Así que los legisladores republicanos cubanoamericanos se aferran a la difícil tarea de meter en el mismo saco una posición rígida y una situación cambiante. Hablan de que la Ley de Ajuste Cubano debe preservarse para quienes sufren persecución política en Cuba, y posiblemente durante ese mismo discurso o al poco tiempo se reúnen con un opositor cubano que entra y sale del país y acumula sus merecidas horas de vuelo durante los más diversos recorridos por el mundo, lo que lleva al menos a dos cuestionamientos posibles: la efectividad de la oposición o la tolerancia del Gobierno. Pregonan los mismos fundamentos de quienes los precedieron o acompañan —desde el punto de vista partidista, político e ideológico— en la labor legislativa, al tiempo que mantienen un piadoso silencio sobre las actuaciones que hicieron posible la situación actual: una enmienda de 1980 a la ley permite a los inmigrantes cubanos, independientemente de sus razones para abandonar la Isla, el acceso al Programa Federal de Reasentamiento de Refugiados. O crean —para no fatigar en exceso con el rosario de sinrazones— un binomio con los políticos locales, también republicanos, para el enunciado de lamentos y reproches, y alzan sus voces sobre la posible crisis a desatarse en Miami si siguen llegando nuevos inmigrantes, y omiten igualmente que el financiamiento de dichos programas de ayuda se cubre a través del presupuesto federal.

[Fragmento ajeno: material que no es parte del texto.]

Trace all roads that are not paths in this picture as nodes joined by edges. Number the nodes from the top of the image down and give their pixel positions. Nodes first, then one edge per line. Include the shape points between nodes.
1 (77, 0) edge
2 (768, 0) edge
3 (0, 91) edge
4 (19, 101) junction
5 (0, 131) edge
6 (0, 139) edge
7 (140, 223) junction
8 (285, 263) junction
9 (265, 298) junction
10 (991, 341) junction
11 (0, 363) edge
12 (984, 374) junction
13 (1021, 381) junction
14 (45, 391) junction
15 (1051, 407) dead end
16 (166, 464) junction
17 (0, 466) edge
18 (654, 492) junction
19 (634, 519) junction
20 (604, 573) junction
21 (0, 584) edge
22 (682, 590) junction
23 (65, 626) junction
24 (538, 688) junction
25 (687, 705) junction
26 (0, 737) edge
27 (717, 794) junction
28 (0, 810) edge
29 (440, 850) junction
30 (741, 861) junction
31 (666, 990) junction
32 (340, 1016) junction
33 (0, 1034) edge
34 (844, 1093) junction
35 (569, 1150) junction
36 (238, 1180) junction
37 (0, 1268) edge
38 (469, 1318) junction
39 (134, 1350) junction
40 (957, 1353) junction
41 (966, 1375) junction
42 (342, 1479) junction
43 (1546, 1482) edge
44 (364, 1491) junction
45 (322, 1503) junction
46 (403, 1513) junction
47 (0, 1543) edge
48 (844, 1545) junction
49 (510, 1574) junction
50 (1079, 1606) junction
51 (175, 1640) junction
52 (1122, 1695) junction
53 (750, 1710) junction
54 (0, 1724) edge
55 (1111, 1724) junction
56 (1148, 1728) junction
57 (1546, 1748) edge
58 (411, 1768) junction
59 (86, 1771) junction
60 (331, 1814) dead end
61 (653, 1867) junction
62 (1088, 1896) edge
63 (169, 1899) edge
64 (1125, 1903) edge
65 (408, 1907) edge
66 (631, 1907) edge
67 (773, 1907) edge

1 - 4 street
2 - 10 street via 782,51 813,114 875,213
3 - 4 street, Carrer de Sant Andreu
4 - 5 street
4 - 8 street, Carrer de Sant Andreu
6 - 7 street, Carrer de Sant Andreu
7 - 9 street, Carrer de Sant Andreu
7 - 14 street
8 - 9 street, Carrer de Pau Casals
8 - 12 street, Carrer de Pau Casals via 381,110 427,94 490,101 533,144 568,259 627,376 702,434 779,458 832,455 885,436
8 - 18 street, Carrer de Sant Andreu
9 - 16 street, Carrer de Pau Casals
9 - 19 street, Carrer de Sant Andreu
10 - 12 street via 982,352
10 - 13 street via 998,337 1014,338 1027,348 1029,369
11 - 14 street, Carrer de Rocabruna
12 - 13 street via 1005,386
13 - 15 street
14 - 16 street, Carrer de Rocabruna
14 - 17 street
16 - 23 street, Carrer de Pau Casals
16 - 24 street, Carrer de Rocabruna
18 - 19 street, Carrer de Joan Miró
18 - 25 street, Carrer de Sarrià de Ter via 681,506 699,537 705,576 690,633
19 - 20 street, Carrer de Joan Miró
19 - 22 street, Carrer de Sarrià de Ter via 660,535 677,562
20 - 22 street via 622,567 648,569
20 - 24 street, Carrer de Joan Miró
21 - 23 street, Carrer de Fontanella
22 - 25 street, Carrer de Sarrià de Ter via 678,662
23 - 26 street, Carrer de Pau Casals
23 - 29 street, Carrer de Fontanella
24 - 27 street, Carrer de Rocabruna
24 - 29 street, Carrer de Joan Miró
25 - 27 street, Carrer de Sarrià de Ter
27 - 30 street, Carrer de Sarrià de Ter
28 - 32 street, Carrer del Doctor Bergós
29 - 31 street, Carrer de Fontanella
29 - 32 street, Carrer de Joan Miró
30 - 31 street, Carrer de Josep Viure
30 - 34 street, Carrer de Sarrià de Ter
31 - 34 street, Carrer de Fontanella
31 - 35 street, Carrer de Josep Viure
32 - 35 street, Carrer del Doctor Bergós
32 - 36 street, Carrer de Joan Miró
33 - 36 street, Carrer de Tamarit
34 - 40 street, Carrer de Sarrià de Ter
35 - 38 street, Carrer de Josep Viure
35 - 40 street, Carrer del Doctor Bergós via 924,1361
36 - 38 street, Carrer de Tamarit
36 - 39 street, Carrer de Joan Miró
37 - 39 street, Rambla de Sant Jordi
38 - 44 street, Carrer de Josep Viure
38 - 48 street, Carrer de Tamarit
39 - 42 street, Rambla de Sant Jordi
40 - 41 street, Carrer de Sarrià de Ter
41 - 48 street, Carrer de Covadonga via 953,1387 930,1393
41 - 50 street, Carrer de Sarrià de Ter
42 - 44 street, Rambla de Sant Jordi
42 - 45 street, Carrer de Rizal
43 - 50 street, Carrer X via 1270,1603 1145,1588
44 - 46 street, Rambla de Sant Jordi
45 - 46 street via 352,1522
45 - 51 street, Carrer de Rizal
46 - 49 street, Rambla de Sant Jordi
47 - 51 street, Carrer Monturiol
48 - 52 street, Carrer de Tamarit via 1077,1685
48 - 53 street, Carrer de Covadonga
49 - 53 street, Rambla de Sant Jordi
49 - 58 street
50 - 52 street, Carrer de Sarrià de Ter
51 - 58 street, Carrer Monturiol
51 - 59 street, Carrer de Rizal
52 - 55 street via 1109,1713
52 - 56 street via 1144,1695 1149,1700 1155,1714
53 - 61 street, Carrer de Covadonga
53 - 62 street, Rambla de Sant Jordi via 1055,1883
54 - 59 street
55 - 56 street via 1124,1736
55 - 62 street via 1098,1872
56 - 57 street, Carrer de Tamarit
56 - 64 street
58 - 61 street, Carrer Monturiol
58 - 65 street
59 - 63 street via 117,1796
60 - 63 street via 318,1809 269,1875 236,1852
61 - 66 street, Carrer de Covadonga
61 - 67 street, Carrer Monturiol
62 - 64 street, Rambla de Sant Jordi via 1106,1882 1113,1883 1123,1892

Nada de lo anterior impediría una defensa de la Ley de Ajuste Cubano bajos criterios más amplios, en los que no entraría para nada la necesidad de conceptualizar a quienes emigran de Cuba bajo una estrecha premisa política —el criterio de persecución, más allá de las calles de esta ciudad, implica mucho más que hablar de “golpizas” como quien repite consignas— y destacar en su lugar un panorama de opresión, falta de futuro y limitantes de todo tipo; solo que entonces la distinción de las víctimas también enfrenta una larga relación de naciones y pueblos.

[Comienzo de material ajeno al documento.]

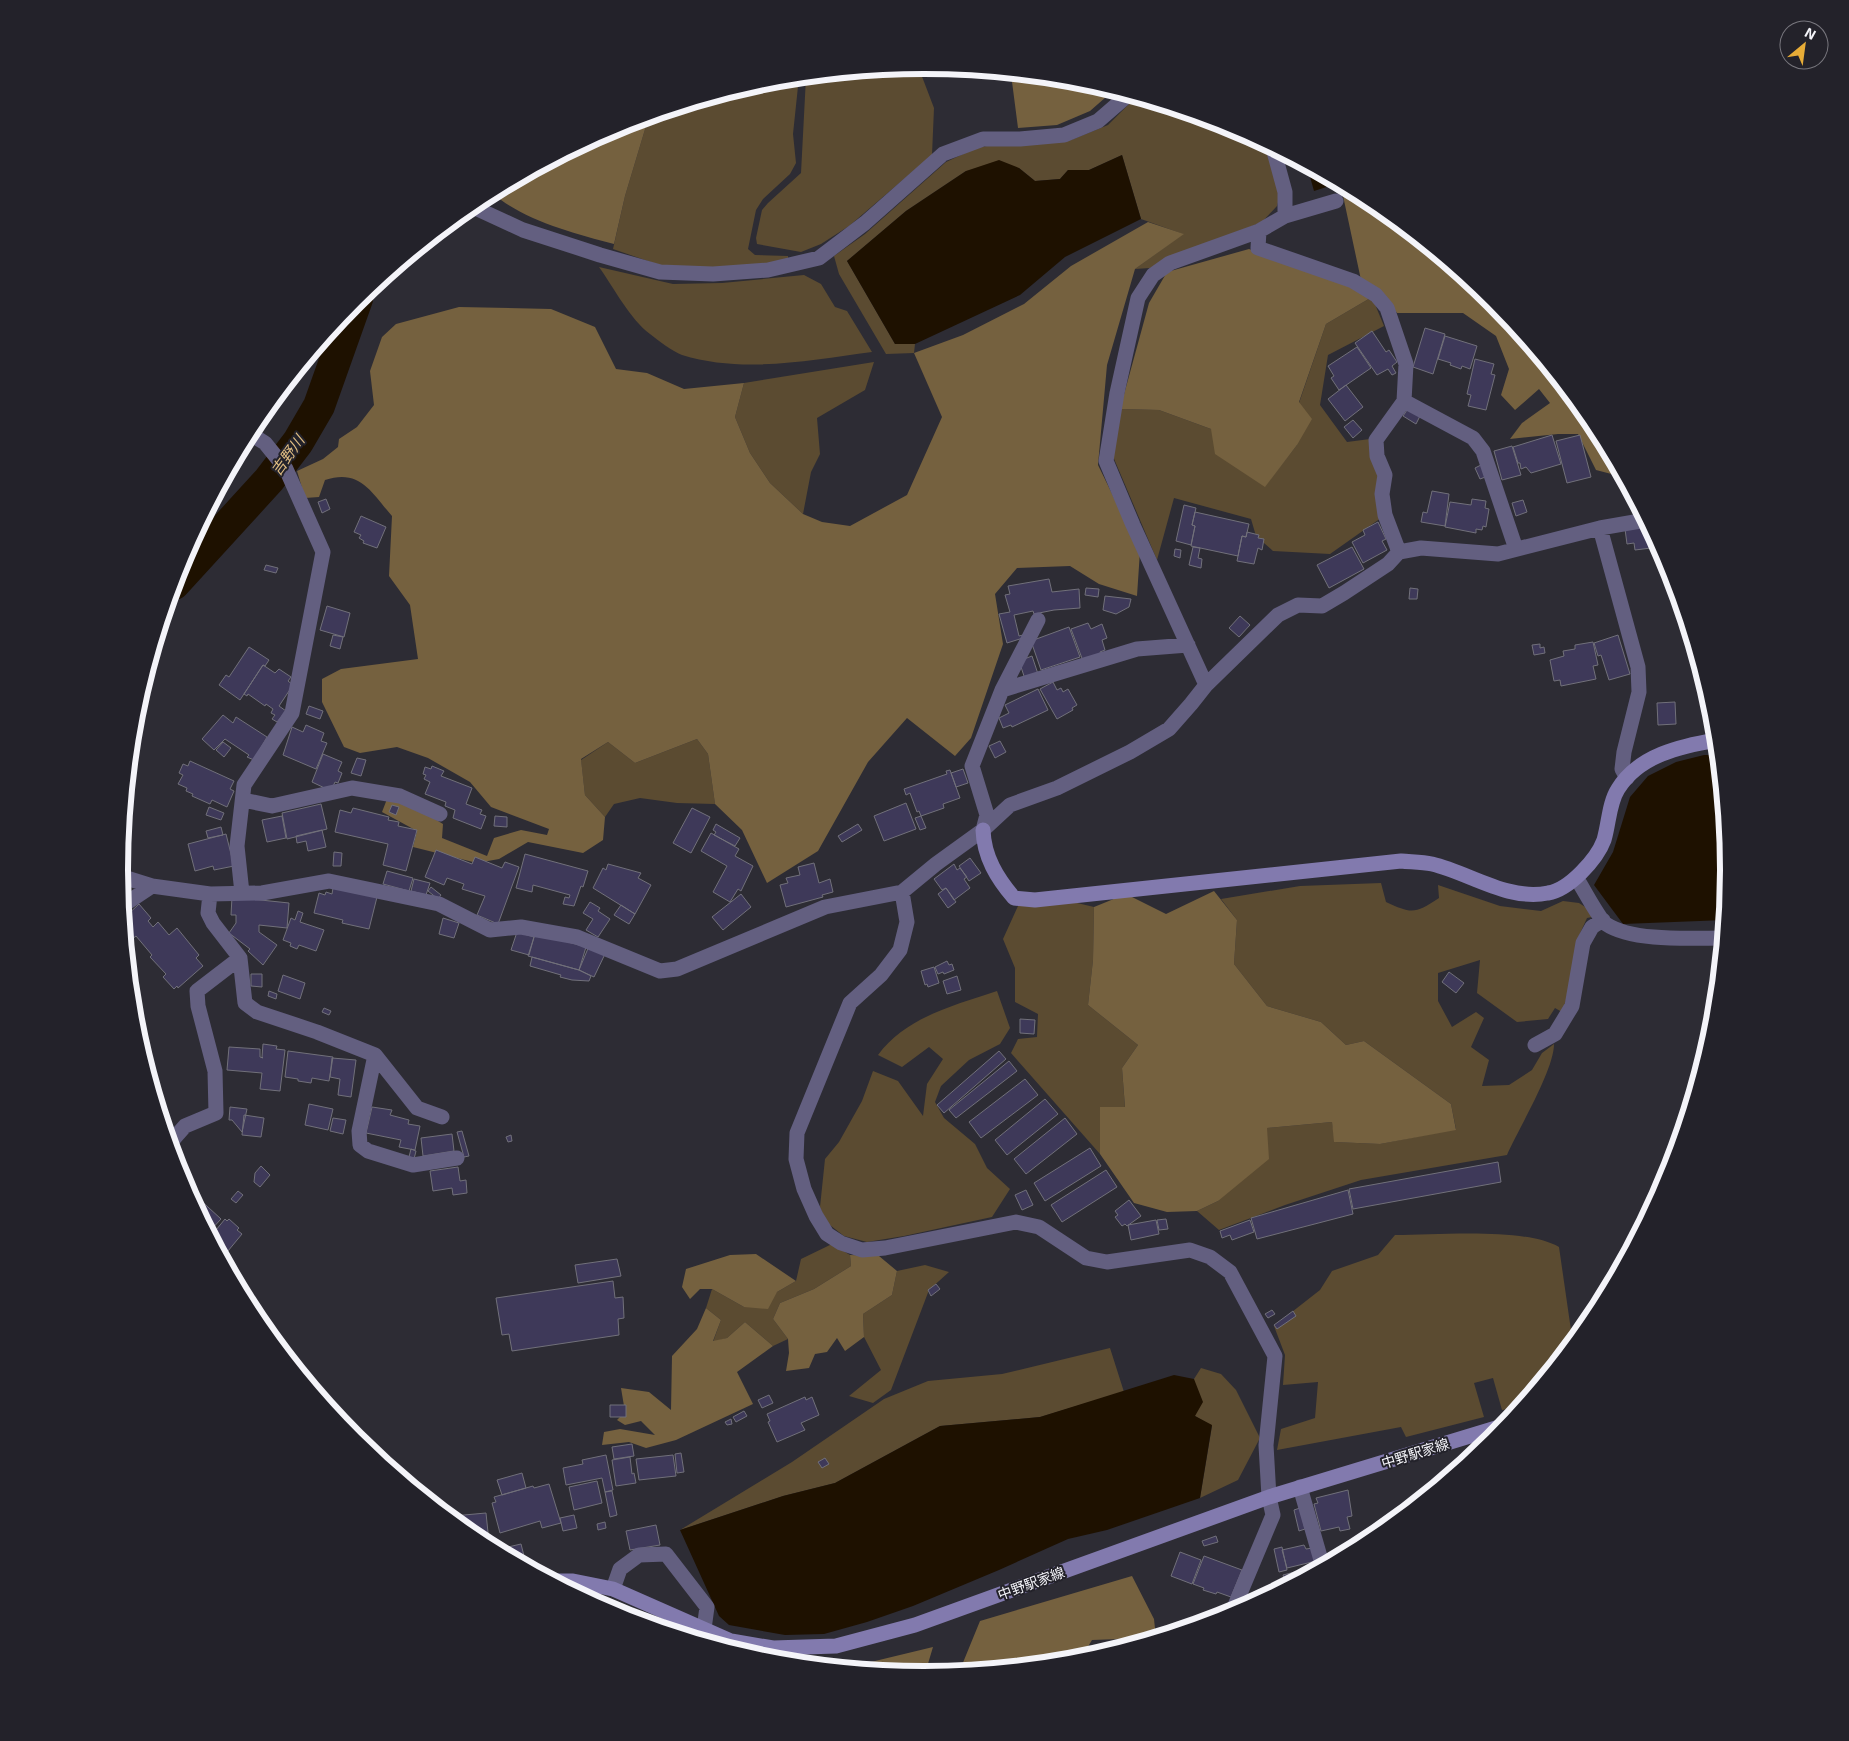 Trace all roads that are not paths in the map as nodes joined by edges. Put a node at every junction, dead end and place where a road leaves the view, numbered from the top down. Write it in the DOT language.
graph roads {
  1 [pos="1123,99"];
  2 [pos="1275,155"];
  3 [pos="1336,201"];
  4 [pos="479,210"];
  5 [pos="1285,216"];
  6 [pos="1259,231"];
  7 [pos="1404,401"];
  8 [pos="256,437"];
  9 [pos="1640,521"];
  10 [pos="1600,528"];
  11 [pos="1516,549"];
  12 [pos="1399,552"];
  13 [pos="1038,620"];
  14 [pos="1188,645"];
  15 [pos="1206,685"];
  16 [pos="1002,690"];
  17 [pos="1710,741"];
  18 [pos="1627,778"];
  19 [pos="243,800"];
  20 [pos="440,814"];
  21 [pos="983,830"];
  22 [pos="128,879"];
  23 [pos="1576,879"];
  24 [pos="152,886"];
  25 [pos="902,892"];
  26 [pos="242,893"];
  27 [pos="210,894"];
  28 [pos="129,902"];
  29 [pos="1603,920"];
  30 [pos="1718,938"];
  31 [pos="240,958"];
  32 [pos="1535,1045"];
  33 [pos="375,1055"];
  34 [pos="442,1117"];
  35 [pos="174,1138"];
  36 [pos="457,1158"];
  37 [pos="1492,1430"];
  38 [pos="1300,1487"];
  39 [pos="1269,1497"];
  40 [pos="1322,1562"];
  41 [pos="564,1581"];
  42 [pos="613,1589"];
  43 [pos="1236,1604"];
  44 [pos="704,1628"];
  1 -- 4 [label="street"];
  2 -- 5 [label="street"];
  3 -- 5 [label="street"];
  5 -- 6 [label="street"];
  6 -- 7 [label="street"];
  6 -- 14 [label="street"];
  7 -- 11 [label="street"];
  7 -- 12 [label="street"];
  8 -- 19 [label="street"];
  9 -- 10 [label="street"];
  10 -- 11 [label="street"];
  10 -- 18 [label="street"];
  11 -- 12 [label="street"];
  12 -- 15 [label="street"];
  13 -- 16 [label="street"];
  14 -- 15 [label="street"];
  14 -- 16 [label="street"];
  15 -- 21 [label="street"];
  16 -- 21 [label="street"];
  17 -- 18 [label="main road"];
  18 -- 23 [label="main road"];
  19 -- 20 [label="street"];
  19 -- 26 [label="street"];
  21 -- 23 [label="main road"];
  21 -- 25 [label="street"];
  22 -- 24 [label="street"];
  23 -- 29 [label="street"];
  24 -- 27 [label="street"];
  24 -- 28 [label="street"];
  25 -- 26 [label="street"];
  25 -- 39 [label="street"];
  26 -- 27 [label="street"];
  27 -- 31 [label="street"];
  29 -- 30 [label="street"];
  29 -- 32 [label="street"];
  31 -- 33 [label="street"];
  31 -- 35 [label="street"];
  33 -- 34 [label="street"];
  33 -- 36 [label="street"];
  37 -- 38 [label="main road, 中野駅家線"];
  38 -- 39 [label="main road, 中野駅家線"];
  38 -- 40 [label="street"];
  39 -- 43 [label="street"];
  39 -- 44 [label="main road, 中野駅家線"];
  41 -- 42 [label="main road, 中野駅家線"];
  42 -- 44 [label="main road, 中野駅家線"];
  42 -- 44 [label="street"];
}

Los inconvenientes que un enfoque así acarrea, paro los legisladores cubanoamericanos, son muchos: En primer lugar, aunque no los despoja los aligera de su recurso favorito: concentrar la discusión sobre el caso cubano en la dicotomía represión-oposición. En segundo —y quizá más poderoso—, que al dejar de ser víctimas del régimen y disfrutar de la libertad y una entrada de recursos económicos decentes, los que fueron refugiados pasan a ser dueños de sus destinos y ejercen sus opciones, entre las cuales se encuentran el viajar de visita y gastar dinero en el lugar de donde salieron huyendo; una posibilidad que entra de lleno en conflicto con la idea caduca —pero perenne en la mente de los legisladores republicanos cubanoamericanos— de que el último refugio de la táctica anticastrista para acabar con el régimen es mediante la falta de todo en la población.

Por último dichos legisladores aún cuentan con la posibilidad de no hacer nada para modificar el Ajuste, pero es lógico que prefieran intentar cualquier cosa antes de mantenerse impávidos ante una transformación demográfica en la ciudad —posiblemente su futuro electorado o parte del mismo— que representa un cambio en el mundo donde no nacieron, pero del cual surgieron.

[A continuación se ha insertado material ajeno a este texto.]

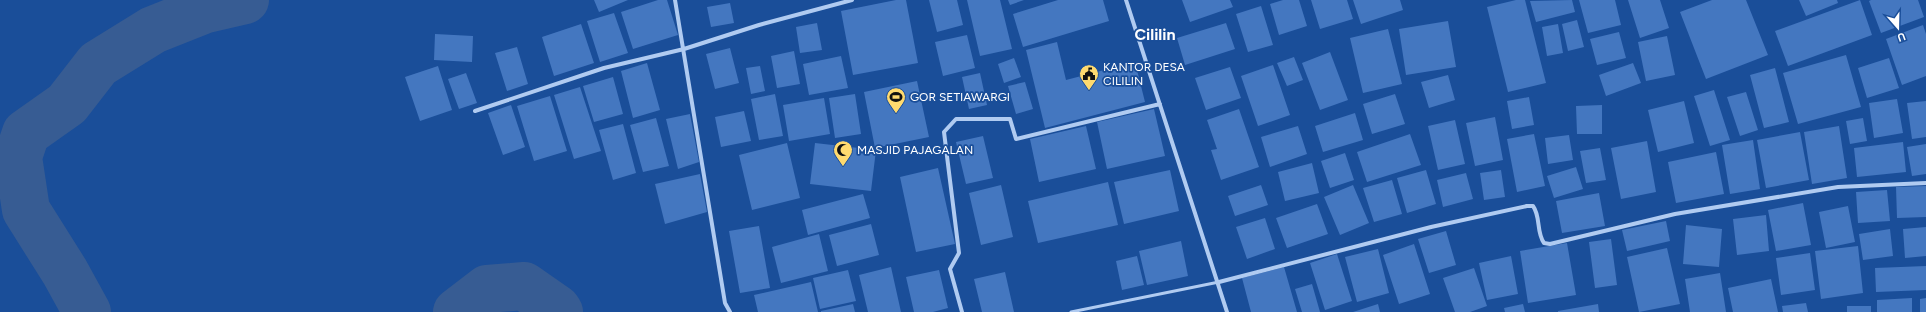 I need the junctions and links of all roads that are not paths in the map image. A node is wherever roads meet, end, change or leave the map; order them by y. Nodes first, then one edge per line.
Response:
1 (675, 0) edge
2 (852, 0) edge
3 (1126, 0) edge
4 (684, 48) junction
5 (1160, 104) junction
6 (476, 111) dead end
7 (1926, 183) edge
8 (1219, 282) junction
9 (730, 312) edge
10 (962, 312) edge
11 (1071, 312) edge
12 (1227, 312) edge

1 - 4 street
2 - 4 street
3 - 5 street
4 - 6 street
4 - 9 street
5 - 8 street
5 - 10 street
7 - 8 street
8 - 11 lane
8 - 12 street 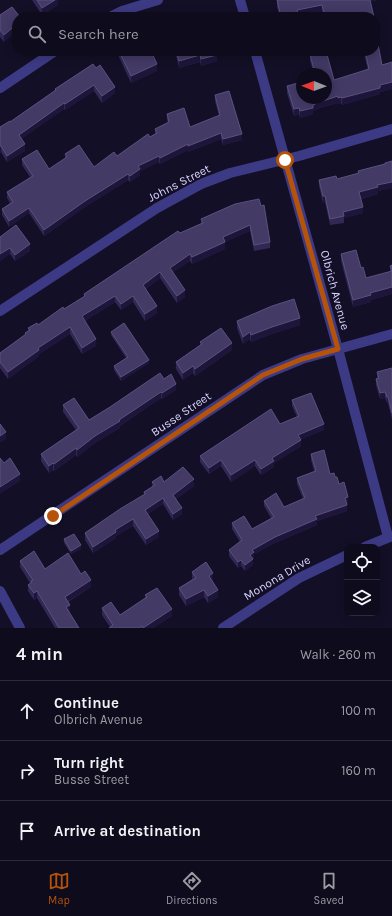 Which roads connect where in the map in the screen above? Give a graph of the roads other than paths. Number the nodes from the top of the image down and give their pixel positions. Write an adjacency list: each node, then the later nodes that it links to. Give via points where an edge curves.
1 (158, 0): 3 (street)
2 (240, 0): 4 (street)
3 (120, 12)
4 (244, 12)
5 (48, 56): 7 (street)
6 (255, 56): 9 (street, Olbrich Avenue)
7 (0, 88)
8 (392, 129): 9 (street, Johns Street)
9 (285, 160): 10 (street, Johns Street, via 230,173 201,184 157,208); 12 (street, Olbrich Avenue)
10 (0, 311)
11 (392, 334): 12 (street, Busse Street)
12 (338, 349): 13 (street, Olbrich Avenue); 15 (street, Busse Street, via 302,359 263,375)
13 (390, 537): 14 (street)
14 (372, 544)
15 (0, 550)
16 (344, 556): 19 (street, Monona Drive, via 299,578)
17 (0, 591): 18 (street)
18 (20, 628)
19 (223, 628)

Es por ello que se empecinan en intentar detener, o al menos restarle impulso a esta transformación. Lo cual es muy acorde, por otra parte, al punto de vista que buscan trasmitir sobre lo que ocurre en Cuba. Contradicción de contradicciones, que se resuelve en cambiar la ley para intentar de que Miami siga igual.

Claro que nada sigue igual, ni en Miami ni en Cuba.

El aferrarse a la visión de que la situación en la Isla se mantiene inalterable —lo que a sus ojos justifica no cambiar la estrategia hacia La Habana y rechazar los esfuerzos de la Casa Blanca— obliga a mantener una actitud que desconoce que hay vigente una nueva política migratoria por parte del Gobierno cubano; que los métodos represivos han cambiado, aunque la represión permanece; y que quienes representan, según esos mismos legisladores, a la “verdadera oposición” en Cuba, son viajeros frecuentes. Todo eso está muy bien para la satisfacción de su obstinación. Pero entonces, ¿por qué cambiar la Ley de Ajuste Cubano?